Public art

Missoula friends carve forester statue for future Forest Service museum

2013-09-05T20:00:00Z 2014-08-16T15:43:34Z Missoula friends carve forester statue for future Forest Service museum missoulian.com

Steve Weiler needs more than a 4-foot-diameter larch stump if he wants to see eye-to-eye with the forest ranger he helped carve.

The Bunyanesque figure in the Ace Hardware Store on Brooks Street stands 8 feet tall without his stump. Someday soon, he will stand at the entrance of a National Museum of Forest Service History in Missoula. Store manager Weiler and friends Phil Bain, Jerry Covault, Chuck Kaparich and Alex McDonald spent every Thursday of the past two years carving him.

“We’ve been carving since 1991, when we helped make the original Carousel for Missoula,” Weiler said. “When that was done, we kind of missed getting together and carving, so we just kept on going.”

Covault is a U.S. Forest Service forester, and he heard the museum’s executive committee wanted a statue for the future facility’s home near Missoula International Airport. He worked up an 8-inch model, and the committee liked it. So he brought it to his carving crew and they got to work.

Like the carousel horses, the ranger is comprised of foot-long chunks of basswood glued together. They modeled the body from a 1909 photo of rangers on fire patrol near Thompson Falls. The face resembles actor Sam Elliot, who played Ranger Bill Bell in the movie version of Norman Maclean’s “The Ranger, the Cook and the Hole in the Sky.”
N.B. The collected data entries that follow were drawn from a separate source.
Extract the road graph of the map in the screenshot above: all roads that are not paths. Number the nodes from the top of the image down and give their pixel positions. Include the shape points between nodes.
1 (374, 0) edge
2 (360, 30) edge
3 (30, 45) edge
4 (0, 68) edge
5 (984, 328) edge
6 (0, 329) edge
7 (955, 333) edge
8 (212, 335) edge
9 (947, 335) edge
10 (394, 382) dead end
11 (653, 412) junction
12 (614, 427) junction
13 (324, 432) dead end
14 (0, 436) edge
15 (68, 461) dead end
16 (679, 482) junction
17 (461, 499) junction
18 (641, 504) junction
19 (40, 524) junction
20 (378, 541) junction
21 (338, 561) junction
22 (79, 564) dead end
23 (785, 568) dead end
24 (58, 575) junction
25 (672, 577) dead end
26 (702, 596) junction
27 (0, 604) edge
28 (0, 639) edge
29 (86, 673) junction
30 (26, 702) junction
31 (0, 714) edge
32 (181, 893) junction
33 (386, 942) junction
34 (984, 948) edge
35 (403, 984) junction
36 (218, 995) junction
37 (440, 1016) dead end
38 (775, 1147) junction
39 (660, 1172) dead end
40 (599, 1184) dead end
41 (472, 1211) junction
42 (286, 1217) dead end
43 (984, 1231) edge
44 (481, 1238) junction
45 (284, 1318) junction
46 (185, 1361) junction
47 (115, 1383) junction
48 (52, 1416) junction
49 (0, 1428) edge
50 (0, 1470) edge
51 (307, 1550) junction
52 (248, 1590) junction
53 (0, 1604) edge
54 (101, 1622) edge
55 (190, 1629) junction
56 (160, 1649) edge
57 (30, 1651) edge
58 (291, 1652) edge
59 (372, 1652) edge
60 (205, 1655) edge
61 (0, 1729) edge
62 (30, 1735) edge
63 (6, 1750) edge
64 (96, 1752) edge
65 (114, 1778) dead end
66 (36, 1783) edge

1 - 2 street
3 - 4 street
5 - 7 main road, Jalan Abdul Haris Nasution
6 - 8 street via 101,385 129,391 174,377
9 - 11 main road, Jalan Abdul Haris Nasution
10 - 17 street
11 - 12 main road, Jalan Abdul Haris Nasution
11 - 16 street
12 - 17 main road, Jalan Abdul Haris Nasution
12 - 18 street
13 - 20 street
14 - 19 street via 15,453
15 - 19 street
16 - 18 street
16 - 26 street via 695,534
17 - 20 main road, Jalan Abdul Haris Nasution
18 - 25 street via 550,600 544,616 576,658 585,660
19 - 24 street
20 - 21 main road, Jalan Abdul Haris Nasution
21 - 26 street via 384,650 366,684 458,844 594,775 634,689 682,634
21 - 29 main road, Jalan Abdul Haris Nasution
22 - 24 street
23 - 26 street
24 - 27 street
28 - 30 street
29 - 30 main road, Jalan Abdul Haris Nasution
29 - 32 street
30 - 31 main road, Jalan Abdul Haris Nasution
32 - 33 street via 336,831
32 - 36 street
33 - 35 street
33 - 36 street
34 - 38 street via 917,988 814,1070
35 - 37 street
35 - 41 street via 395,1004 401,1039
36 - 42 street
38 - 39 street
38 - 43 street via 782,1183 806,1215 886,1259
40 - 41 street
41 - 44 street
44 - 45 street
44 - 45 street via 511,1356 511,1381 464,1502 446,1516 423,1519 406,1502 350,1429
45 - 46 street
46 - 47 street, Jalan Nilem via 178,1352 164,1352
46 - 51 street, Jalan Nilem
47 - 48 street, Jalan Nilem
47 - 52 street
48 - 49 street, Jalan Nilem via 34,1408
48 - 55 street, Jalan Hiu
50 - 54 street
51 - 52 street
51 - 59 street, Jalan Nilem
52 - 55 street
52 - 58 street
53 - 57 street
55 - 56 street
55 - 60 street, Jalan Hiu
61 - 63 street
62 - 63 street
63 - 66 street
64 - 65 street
He carries a period map case, compass and binoculars, and wears the high boots of the time. His Forest Service badge is made of myrtle wood, while his belt buckle came from a chunk of walnut from a Missoula tree. Covault worked at the Ninemile Remount Station, and carved its insignia into the buckle’s front.

Museum executive director Dave Stack said the 30,000-square-foot facility has raised about 30 percent of the estimated $12.7 million cost. The site already has a historic cabin from the Clearwater National Forest and plans drawn up for a predominantly wood-construction building.

“This would be the symbol that connects Montanans with their national forests,” Stack said. “The early rangers were the guys coming into towns and talking about President Roosevelt’s idea of conservation management.”

Later this fall, the statue will move to the Missoula International Airport lobby.

“A lot of hunters and fishermen come through there,” Stack said. “They can see how the heritage of Montana comes together.”